* [Input for this task]:
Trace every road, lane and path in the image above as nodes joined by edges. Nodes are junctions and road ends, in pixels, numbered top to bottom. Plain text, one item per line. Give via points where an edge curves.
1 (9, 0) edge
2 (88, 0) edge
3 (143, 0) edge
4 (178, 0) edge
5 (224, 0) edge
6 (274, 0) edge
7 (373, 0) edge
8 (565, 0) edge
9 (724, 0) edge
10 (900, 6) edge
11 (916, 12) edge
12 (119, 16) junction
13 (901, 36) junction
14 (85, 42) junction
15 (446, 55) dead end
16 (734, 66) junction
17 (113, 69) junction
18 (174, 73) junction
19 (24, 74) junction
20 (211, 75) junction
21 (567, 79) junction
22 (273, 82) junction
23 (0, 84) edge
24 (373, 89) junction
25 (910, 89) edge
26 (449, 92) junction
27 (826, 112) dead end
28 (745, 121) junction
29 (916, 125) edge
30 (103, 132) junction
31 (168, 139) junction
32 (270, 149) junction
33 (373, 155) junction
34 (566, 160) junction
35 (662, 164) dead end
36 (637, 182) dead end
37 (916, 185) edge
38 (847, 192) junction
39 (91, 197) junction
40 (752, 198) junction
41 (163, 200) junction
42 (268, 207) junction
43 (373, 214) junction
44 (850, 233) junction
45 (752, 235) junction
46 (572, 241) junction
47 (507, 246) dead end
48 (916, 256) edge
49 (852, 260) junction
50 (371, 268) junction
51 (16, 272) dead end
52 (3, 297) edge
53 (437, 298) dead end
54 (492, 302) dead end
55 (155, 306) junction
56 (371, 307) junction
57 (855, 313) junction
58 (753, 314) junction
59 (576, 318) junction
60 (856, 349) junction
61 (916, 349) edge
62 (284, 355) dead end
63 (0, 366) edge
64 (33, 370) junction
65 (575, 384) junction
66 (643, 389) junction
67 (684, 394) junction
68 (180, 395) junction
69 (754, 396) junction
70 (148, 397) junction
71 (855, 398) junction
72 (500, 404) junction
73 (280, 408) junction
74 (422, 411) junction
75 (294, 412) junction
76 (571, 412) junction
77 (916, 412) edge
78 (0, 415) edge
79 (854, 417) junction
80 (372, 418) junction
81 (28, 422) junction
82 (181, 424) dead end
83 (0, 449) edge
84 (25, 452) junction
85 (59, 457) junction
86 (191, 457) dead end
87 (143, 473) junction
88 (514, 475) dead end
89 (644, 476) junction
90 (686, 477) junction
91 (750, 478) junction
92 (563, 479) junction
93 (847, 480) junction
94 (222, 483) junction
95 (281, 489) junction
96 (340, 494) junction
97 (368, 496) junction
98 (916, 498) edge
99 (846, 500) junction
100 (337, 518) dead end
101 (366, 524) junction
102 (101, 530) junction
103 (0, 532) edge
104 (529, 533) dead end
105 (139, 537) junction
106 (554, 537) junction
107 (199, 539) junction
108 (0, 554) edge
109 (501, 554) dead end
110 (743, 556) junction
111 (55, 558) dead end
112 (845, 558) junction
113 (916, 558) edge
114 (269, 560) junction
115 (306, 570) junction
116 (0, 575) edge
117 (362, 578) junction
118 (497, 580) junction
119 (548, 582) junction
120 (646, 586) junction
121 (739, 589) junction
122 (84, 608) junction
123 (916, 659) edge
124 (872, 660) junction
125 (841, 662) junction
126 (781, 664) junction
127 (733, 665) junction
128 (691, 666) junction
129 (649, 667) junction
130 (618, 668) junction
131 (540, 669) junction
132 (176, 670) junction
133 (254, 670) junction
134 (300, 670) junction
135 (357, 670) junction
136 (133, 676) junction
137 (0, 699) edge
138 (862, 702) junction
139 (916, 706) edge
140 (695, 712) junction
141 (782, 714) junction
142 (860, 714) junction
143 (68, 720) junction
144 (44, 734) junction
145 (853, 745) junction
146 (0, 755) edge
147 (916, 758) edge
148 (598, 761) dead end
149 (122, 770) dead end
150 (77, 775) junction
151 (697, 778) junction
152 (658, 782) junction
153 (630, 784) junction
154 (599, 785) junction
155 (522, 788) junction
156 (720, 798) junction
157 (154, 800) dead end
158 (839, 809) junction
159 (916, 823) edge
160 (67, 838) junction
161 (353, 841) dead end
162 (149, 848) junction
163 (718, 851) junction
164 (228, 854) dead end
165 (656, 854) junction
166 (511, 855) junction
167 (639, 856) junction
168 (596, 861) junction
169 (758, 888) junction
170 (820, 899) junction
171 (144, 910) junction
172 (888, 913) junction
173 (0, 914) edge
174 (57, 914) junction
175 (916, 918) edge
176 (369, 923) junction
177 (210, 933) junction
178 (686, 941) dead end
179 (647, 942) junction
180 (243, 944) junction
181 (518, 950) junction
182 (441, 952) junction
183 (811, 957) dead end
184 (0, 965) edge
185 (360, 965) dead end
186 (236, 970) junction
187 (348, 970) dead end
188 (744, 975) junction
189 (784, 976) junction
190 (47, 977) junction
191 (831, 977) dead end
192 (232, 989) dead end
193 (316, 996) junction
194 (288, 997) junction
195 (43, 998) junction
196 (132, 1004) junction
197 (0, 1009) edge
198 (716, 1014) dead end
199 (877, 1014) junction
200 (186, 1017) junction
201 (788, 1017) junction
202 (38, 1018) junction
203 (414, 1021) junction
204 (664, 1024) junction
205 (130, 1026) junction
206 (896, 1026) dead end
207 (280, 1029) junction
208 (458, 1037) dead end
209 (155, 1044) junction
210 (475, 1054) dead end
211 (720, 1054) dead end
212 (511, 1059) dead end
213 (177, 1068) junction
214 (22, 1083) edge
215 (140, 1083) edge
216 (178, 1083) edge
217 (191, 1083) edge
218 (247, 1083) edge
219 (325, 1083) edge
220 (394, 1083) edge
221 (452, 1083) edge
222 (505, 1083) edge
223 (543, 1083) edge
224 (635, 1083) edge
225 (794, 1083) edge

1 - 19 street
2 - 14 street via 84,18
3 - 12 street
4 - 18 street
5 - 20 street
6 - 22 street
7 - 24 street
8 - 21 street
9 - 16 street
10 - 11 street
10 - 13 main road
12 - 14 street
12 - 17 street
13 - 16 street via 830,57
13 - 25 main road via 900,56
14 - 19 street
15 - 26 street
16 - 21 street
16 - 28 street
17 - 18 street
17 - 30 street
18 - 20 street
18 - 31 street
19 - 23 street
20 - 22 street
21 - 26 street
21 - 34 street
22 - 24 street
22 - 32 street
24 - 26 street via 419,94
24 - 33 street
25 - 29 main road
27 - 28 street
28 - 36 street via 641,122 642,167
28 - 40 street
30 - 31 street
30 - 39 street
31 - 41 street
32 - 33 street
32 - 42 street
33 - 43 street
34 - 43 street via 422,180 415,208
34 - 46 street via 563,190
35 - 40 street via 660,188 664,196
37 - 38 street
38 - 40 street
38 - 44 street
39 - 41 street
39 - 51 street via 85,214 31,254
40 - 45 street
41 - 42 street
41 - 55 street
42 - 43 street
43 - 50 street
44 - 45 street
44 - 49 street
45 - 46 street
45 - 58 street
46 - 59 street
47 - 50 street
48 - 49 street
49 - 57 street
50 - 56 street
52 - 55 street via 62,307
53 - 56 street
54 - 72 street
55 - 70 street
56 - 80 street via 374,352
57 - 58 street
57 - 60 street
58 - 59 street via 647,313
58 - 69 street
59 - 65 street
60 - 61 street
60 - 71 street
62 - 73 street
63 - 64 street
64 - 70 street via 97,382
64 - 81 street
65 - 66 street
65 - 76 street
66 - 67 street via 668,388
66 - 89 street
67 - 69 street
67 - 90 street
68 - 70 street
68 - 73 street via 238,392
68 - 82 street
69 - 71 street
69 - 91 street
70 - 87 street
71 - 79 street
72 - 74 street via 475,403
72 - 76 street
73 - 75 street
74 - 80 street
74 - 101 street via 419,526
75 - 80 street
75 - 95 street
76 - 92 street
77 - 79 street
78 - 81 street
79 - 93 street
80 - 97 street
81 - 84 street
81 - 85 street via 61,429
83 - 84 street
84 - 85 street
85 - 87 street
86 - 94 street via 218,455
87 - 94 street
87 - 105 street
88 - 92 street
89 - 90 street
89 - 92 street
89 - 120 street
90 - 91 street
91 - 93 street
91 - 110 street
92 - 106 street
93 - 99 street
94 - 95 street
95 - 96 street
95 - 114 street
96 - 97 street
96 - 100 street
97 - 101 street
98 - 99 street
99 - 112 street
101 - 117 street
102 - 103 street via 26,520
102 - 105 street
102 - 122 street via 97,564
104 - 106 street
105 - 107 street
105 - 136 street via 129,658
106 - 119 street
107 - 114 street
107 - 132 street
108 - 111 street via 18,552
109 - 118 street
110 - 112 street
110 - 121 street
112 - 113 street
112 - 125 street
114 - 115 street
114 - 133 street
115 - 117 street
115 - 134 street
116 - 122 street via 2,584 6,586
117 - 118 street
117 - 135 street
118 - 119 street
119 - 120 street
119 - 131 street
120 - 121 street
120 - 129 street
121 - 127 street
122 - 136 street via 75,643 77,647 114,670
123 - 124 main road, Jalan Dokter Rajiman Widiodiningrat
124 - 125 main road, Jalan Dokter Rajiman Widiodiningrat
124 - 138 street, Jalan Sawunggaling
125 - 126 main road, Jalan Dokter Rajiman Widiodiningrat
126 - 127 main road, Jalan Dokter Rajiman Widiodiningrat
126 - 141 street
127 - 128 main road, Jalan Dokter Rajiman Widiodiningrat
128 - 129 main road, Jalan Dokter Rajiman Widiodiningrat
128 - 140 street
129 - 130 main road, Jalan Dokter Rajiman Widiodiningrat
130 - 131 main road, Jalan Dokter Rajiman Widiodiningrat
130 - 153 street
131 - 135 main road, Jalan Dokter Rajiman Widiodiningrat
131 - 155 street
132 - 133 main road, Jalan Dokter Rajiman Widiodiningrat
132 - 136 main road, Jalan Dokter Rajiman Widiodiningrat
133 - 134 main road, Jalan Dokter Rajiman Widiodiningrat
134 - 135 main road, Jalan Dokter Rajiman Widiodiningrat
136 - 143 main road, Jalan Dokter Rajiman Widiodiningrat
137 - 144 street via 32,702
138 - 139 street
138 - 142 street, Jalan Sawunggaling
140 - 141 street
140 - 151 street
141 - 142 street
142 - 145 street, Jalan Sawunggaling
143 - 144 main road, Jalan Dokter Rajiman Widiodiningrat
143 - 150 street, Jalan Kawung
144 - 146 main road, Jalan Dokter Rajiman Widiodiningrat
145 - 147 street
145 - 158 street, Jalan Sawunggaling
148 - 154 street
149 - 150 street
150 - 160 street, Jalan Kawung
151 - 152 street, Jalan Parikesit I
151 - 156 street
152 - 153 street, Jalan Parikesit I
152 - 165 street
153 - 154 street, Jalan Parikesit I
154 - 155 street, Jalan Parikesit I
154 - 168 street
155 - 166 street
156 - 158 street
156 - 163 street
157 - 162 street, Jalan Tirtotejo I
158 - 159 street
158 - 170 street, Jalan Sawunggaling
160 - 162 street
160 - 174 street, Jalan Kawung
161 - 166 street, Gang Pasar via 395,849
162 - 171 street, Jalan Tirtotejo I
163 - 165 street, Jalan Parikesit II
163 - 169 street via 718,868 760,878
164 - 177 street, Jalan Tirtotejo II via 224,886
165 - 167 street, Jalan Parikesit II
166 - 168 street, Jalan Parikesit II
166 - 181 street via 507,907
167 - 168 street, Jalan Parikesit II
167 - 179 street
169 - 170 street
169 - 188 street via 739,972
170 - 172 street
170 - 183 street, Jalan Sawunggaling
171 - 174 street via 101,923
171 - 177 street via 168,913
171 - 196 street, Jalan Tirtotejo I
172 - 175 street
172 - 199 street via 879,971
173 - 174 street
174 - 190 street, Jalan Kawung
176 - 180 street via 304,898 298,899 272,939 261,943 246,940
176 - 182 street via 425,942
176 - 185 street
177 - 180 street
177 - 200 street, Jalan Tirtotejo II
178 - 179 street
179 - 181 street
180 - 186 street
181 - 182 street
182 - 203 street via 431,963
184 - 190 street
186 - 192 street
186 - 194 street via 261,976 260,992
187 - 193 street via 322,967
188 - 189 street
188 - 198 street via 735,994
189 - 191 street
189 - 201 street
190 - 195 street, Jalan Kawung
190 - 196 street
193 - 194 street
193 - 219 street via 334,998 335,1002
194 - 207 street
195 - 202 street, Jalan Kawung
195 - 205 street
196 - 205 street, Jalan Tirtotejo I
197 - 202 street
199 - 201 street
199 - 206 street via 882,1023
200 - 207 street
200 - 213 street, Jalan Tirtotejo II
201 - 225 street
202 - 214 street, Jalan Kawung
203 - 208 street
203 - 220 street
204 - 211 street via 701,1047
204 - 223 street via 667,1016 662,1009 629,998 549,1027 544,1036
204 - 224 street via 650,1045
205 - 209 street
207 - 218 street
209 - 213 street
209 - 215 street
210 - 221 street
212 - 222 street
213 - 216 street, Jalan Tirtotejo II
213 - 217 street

* [Aim of the exercise]: The lines to return are those in the material above that hold "Parikesit".

* [Answer section]:
151 - 152 street, Jalan Parikesit I
152 - 153 street, Jalan Parikesit I
153 - 154 street, Jalan Parikesit I
154 - 155 street, Jalan Parikesit I
163 - 165 street, Jalan Parikesit II
165 - 167 street, Jalan Parikesit II
166 - 168 street, Jalan Parikesit II
167 - 168 street, Jalan Parikesit II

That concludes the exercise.